**What this task involves**
Copy out each line of the data that holds the string "Heinrich".

**Data in this exercise**

....

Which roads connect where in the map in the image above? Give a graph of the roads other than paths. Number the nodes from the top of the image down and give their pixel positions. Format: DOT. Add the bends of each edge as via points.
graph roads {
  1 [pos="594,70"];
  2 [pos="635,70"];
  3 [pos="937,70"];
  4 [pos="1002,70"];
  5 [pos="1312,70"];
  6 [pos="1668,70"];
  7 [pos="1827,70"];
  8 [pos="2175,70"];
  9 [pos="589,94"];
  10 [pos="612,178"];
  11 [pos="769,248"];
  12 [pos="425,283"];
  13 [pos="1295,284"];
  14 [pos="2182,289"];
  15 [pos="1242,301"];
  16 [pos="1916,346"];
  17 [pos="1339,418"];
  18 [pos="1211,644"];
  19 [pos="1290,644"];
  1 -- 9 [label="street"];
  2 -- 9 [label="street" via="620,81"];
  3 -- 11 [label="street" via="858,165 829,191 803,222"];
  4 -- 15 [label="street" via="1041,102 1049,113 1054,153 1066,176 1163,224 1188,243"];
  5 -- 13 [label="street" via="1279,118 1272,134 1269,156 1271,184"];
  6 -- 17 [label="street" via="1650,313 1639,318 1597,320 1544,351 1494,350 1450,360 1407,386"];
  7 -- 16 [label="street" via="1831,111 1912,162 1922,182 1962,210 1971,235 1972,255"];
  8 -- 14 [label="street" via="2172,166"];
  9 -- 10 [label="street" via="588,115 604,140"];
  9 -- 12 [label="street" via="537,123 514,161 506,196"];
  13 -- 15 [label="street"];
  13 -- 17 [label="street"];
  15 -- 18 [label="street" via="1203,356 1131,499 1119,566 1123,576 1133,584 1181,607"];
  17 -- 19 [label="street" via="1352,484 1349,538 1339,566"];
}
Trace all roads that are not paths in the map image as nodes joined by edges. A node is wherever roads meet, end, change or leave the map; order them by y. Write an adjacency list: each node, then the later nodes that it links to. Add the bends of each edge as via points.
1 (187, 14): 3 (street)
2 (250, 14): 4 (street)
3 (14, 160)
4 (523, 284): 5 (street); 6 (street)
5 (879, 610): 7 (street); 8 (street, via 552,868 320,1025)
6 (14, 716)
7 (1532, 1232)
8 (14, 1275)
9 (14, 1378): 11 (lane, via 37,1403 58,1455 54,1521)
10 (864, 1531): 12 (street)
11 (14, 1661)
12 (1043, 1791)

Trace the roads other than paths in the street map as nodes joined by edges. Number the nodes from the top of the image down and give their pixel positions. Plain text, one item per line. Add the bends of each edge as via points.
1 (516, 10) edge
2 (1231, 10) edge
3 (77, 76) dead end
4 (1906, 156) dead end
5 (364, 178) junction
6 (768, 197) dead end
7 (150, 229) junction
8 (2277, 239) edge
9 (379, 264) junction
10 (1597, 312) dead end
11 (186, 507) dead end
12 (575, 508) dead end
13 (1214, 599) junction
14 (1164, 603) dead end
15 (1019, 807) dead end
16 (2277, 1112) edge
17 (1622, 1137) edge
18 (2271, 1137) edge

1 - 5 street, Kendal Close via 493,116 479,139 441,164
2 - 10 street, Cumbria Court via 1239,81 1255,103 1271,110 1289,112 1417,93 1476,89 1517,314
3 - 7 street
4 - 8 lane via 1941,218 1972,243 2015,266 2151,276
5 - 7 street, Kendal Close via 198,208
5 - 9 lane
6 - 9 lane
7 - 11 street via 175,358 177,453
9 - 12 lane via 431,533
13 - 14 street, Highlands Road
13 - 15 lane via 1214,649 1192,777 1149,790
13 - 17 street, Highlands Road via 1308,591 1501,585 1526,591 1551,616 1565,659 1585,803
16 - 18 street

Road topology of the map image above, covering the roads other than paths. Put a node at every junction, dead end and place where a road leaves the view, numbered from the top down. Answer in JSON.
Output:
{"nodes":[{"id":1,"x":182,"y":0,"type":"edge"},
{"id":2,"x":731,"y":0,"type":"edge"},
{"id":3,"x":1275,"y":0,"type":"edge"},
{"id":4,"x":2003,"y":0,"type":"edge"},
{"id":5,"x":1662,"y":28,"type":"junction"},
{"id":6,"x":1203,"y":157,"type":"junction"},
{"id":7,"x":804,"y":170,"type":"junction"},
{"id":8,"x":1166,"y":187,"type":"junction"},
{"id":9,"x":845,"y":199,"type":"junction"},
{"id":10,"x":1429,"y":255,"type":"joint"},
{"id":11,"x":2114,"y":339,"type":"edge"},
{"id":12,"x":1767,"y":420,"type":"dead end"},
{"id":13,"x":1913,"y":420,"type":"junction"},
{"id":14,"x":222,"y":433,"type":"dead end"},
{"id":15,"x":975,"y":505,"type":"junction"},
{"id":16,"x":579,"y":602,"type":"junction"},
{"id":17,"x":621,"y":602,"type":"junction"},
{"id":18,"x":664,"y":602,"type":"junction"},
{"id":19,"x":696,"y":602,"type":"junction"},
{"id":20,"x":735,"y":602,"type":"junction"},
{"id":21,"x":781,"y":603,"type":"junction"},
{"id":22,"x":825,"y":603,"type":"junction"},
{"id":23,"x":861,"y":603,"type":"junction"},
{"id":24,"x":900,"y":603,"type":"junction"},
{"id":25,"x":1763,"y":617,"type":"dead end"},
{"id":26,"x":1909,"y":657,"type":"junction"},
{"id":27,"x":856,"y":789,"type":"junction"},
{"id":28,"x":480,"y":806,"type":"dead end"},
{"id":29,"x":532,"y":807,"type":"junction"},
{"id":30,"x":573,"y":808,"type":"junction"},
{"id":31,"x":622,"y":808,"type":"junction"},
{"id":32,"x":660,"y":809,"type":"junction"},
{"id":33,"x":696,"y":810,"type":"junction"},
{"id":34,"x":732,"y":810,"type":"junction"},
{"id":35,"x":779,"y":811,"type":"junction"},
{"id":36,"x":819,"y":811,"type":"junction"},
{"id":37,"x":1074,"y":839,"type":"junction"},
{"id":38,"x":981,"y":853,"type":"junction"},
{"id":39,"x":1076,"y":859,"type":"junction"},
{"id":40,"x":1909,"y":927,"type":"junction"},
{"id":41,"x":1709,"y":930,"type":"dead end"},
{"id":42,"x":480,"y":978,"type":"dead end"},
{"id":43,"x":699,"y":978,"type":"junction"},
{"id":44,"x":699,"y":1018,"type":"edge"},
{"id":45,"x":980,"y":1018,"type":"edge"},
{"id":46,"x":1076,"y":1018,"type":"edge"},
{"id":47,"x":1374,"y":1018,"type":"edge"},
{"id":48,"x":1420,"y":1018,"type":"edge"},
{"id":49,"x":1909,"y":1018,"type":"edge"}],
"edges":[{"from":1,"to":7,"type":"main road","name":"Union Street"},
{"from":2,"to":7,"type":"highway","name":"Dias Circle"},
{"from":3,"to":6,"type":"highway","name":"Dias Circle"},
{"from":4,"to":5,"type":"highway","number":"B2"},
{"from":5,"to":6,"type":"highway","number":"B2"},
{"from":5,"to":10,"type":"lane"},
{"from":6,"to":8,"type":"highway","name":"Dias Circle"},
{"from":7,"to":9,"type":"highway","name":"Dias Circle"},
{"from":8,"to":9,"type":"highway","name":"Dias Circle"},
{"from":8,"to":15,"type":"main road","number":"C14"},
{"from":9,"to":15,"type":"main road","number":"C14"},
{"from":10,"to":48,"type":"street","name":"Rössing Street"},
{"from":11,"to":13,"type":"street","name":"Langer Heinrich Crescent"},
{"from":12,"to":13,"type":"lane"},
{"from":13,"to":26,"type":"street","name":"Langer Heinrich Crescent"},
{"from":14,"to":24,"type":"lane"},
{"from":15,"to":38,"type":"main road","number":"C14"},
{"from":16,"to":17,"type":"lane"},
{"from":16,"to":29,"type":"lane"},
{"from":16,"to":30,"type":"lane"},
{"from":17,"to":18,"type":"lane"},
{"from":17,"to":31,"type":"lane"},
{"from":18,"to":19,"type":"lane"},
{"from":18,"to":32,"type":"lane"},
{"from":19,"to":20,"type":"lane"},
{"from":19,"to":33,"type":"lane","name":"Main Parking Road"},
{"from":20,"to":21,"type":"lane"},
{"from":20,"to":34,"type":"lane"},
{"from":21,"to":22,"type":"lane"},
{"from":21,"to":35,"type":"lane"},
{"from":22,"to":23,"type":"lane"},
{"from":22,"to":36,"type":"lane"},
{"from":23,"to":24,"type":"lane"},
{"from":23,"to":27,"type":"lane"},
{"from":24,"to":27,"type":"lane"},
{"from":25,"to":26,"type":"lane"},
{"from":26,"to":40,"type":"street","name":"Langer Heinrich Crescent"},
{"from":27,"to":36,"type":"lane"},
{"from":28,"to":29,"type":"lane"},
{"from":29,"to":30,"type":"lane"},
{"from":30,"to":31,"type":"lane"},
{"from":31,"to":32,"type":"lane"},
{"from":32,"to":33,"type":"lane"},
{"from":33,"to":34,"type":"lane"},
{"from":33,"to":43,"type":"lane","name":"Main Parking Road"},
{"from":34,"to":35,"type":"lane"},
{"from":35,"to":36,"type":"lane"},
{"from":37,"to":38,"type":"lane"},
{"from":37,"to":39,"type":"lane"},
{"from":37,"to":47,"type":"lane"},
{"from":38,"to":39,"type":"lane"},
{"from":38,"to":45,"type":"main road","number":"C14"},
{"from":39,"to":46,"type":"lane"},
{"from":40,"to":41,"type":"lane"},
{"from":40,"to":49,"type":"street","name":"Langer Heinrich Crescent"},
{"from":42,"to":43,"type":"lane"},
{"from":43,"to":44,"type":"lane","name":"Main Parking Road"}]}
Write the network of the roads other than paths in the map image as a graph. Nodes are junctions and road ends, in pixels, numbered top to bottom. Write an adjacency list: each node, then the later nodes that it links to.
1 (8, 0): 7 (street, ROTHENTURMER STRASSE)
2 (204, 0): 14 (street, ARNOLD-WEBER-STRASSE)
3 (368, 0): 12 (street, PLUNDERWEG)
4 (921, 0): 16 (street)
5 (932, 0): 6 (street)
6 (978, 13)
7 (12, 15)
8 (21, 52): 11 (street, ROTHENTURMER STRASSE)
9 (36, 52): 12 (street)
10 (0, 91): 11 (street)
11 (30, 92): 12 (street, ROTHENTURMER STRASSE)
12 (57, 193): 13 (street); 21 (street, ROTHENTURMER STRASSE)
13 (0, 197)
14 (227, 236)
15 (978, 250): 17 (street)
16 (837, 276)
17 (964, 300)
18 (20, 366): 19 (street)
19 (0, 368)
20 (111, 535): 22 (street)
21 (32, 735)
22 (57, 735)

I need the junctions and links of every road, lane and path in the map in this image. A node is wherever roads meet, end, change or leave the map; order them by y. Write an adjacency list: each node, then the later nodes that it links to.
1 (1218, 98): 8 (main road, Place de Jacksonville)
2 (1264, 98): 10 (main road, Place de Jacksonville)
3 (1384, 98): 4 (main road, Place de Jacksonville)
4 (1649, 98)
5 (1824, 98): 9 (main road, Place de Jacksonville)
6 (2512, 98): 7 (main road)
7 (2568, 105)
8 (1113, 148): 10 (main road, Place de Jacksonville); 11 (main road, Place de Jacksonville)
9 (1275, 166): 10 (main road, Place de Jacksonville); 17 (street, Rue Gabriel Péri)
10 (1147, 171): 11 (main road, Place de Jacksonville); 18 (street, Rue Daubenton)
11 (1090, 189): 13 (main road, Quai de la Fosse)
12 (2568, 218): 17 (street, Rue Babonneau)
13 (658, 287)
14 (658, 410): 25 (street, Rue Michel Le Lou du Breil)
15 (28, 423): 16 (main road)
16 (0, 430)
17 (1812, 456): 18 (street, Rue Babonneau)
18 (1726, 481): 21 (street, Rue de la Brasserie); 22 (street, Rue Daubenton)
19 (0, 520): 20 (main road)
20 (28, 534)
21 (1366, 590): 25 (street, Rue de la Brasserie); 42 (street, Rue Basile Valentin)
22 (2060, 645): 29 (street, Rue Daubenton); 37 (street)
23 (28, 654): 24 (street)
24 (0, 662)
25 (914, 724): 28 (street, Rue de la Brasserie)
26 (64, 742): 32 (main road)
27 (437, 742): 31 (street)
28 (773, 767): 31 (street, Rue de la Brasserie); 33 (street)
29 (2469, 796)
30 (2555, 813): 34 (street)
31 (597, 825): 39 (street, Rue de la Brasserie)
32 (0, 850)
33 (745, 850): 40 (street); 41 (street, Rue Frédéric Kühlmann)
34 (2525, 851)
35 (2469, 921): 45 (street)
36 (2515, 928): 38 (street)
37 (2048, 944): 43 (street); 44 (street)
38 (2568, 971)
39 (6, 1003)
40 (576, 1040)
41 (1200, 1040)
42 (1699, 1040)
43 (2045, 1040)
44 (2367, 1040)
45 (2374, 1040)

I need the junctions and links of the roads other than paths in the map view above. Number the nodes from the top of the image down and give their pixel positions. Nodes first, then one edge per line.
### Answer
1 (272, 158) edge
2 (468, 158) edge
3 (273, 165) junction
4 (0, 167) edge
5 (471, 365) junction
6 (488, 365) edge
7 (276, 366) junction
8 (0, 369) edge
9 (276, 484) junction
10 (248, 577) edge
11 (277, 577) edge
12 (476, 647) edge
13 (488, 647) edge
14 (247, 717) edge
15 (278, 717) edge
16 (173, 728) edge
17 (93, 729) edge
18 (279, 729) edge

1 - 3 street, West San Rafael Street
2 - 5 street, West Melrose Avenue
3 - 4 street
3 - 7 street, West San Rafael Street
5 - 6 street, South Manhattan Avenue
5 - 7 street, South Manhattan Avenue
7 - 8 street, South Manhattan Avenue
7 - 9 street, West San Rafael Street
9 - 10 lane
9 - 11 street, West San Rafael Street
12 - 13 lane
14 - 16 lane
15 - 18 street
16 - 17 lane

....

**Solved exercise**
{"from":11,"to":13,"type":"street","name":"Langer Heinrich Crescent"},
{"from":13,"to":26,"type":"street","name":"Langer Heinrich Crescent"},
{"from":26,"to":40,"type":"street","name":"Langer Heinrich Crescent"},
{"from":40,"to":49,"type":"street","name":"Langer Heinrich Crescent"},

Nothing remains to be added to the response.